Routing everything to one person

"For anything urgent, contact Sarah" overloads Sarah and wastes her time on issues she can't actually help with. If different urgent matters need different responders, route them differently.

Adding too much personality

Auto-replies aren't the place for clever copy. The reader is looking for absence dates, return date, and urgent contact. Anything else is noise.

Forgetting to test it

Email yourself from a personal account before you go. Make sure the auto-reply actually fires. Make sure the urgent contact's email is correct.

// One step better than a great OOO message

Make your OOO actually route the urgent thing.

A great message tells people you're out and gives a contact. OutOfOfficePro is a live page that does the routing for you — caller picks the issue, we connect them to the right person automatically.
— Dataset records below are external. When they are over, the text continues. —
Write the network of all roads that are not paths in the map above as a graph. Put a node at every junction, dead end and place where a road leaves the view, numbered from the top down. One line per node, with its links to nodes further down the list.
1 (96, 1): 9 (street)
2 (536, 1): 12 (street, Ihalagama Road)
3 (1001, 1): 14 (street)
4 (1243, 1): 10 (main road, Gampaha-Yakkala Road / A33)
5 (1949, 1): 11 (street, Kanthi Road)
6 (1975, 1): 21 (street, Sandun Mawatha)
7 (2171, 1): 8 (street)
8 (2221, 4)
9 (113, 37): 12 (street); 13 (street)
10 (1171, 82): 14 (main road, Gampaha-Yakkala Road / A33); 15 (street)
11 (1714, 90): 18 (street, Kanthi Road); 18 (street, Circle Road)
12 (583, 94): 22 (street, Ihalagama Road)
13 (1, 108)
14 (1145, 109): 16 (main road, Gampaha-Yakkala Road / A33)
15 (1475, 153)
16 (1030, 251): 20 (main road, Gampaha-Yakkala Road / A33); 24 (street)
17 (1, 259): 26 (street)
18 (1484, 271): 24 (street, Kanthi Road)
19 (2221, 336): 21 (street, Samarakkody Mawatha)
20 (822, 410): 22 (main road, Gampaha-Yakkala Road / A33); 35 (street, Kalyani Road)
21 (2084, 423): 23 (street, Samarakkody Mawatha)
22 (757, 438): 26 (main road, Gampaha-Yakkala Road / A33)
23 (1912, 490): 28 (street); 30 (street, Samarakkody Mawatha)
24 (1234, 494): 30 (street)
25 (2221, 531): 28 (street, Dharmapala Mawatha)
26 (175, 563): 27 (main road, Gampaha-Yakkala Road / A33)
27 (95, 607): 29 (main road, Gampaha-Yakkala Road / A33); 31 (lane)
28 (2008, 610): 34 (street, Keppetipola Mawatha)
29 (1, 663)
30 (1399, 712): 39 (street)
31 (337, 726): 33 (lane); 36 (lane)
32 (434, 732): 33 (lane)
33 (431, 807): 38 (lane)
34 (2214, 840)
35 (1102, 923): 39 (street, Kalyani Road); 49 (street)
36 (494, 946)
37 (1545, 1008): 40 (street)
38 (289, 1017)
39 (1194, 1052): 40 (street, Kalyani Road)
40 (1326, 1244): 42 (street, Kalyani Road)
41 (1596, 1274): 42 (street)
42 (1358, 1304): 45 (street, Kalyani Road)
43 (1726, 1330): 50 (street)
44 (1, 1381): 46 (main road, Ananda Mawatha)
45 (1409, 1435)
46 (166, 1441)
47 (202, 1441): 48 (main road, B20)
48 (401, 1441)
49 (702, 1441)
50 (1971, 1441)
Free for one page; $9.99/mo for unlimited.

Set up your routing page →

How to install your message

Gmail

Settings (gear icon) → See all settings → "General" tab → scroll to "Vacation responder" → On → set dates → paste your message → Save changes at the bottom.

Outlook

File → Automatic Replies (or Settings → Mail → Automatic replies on web) → On → set date range → paste message → Save.

Apple Mail

Apple Mail uses iCloud's vacation responder: iCloud.com → Mail → settings (gear) → Preferences → Vacation → enable, set message, save.

FAQ

How long should an out-of-office message be?

Under 100 words. Most readers skim in 2-3 seconds; anything longer doesn't get read.
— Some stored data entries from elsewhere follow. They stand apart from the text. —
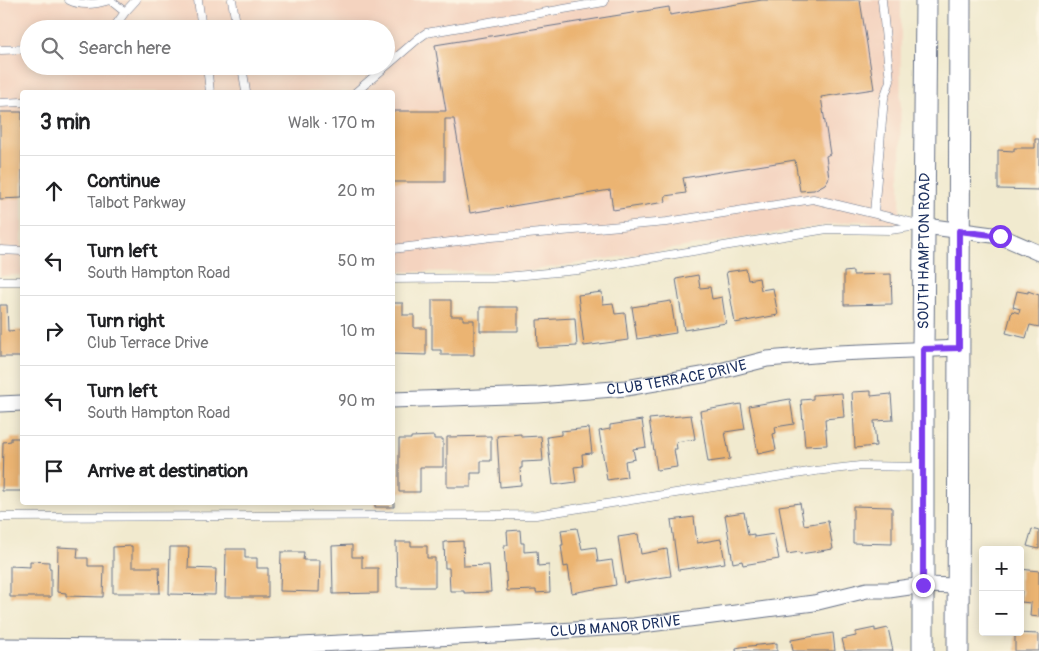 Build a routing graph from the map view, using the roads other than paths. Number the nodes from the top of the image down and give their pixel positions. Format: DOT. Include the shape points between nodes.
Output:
graph roads {
  1 [pos="70,0"];
  2 [pos="110,0"];
  3 [pos="136,0"];
  4 [pos="198,0"];
  5 [pos="232,0"];
  6 [pos="613,0"];
  7 [pos="882,0"];
  8 [pos="926,0"];
  9 [pos="960,0"];
  10 [pos="604,1"];
  11 [pos="125,12"];
  12 [pos="120,20"];
  13 [pos="201,20"];
  14 [pos="235,20"];
  15 [pos="20,49"];
  16 [pos="0,50"];
  17 [pos="395,59"];
  18 [pos="208,75"];
  19 [pos="243,75"];
  20 [pos="376,75"];
  21 [pos="210,90"];
  22 [pos="246,90"];
  23 [pos="358,90"];
  24 [pos="0,102"];
  25 [pos="20,102"];
  26 [pos="874,213"];
  27 [pos="924,226"];
  28 [pos="959,231"];
  29 [pos="395,249"];
  30 [pos="0,250"];
  31 [pos="20,251"];
  32 [pos="1039,253"];
  33 [pos="395,279"];
  34 [pos="0,281"];
  35 [pos="20,281"];
  36 [pos="959,348"];
  37 [pos="923,349"];
  38 [pos="395,400"];
  39 [pos="20,403"];
  40 [pos="0,404"];
  41 [pos="923,467"];
  42 [pos="0,517"];
  43 [pos="923,585"];
  44 [pos="958,586"];
  45 [pos="0,646"];
  46 [pos="923,651"];
  47 [pos="958,651"];
  1 -- 2 [label="lane" via="77,4"];
  2 -- 11 [label="lane"];
  3 -- 11 [label="lane"];
  4 -- 13 [label="lane"];
  5 -- 14 [label="lane"];
  6 -- 10 [label="lane"];
  7 -- 26 [label="lane" via="890,82 884,98"];
  8 -- 27 [label="main road, SOUTH HAMPTON ROAD"];
  9 -- 28 [label="main road"];
  10 -- 17 [label="lane" via="426,33"];
  11 -- 12 [label="lane"];
  15 -- 16 [label="lane"];
  18 -- 21 [label="lane"];
  19 -- 22 [label="lane"];
  20 -- 23 [label="lane"];
  24 -- 25 [label="lane"];
  26 -- 27 [label="lane"];
  26 -- 29 [label="lane" via="813,199 667,222"];
  27 -- 28 [label="street"];
  27 -- 33 [label="lane" via="890,230 827,229 568,271 494,278"];
  27 -- 37 [label="main road, SOUTH HAMPTON ROAD"];
  28 -- 32 [label="street" via="1000,236"];
  28 -- 36 [label="main road"];
  30 -- 31 [label="lane"];
  34 -- 35 [label="lane"];
  36 -- 37 [label="street, CLUB TERRACE DRIVE"];
  36 -- 44 [label="main road"];
  37 -- 38 [label="street, CLUB TERRACE DRIVE" via="767,359 708,374 626,388"];
  37 -- 41 [label="main road, SOUTH HAMPTON ROAD"];
  39 -- 40 [label="street"];
  41 -- 42 [label="lane" via="860,466 815,471 536,515"];
  41 -- 43 [label="main road, SOUTH HAMPTON ROAD"];
  43 -- 44 [label="street, CLUB MANOR DRIVE"];
  43 -- 45 [label="street, CLUB MANOR DRIVE" via="866,590 814,603 634,626 513,634 241,648"];
  43 -- 46 [label="main road, SOUTH HAMPTON ROAD"];
  44 -- 47 [label="main road"];
}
Should I include the reason I'm out?

Briefly, yes — "vacation," "parental leave," "conference." Don't go into detail (especially for medical leave). The reason calibrates the reader's expectations.

What if I have multiple coverage contacts?

List them by category: "For client emergencies, contact X. For billing, contact Y. For new business, contact Z." Don't lump everything to one person.

Do I need a different OOO for internal vs external?

Most email systems let you set a separate message for internal vs external senders. Use it. Internal can be brief and casual; external should be more formal.

Can I use emojis in a professional OOO?

One or two, max, and only in industries where it's culturally appropriate (tech, marketing, creative). Skip them entirely for legal, finance, healthcare, government.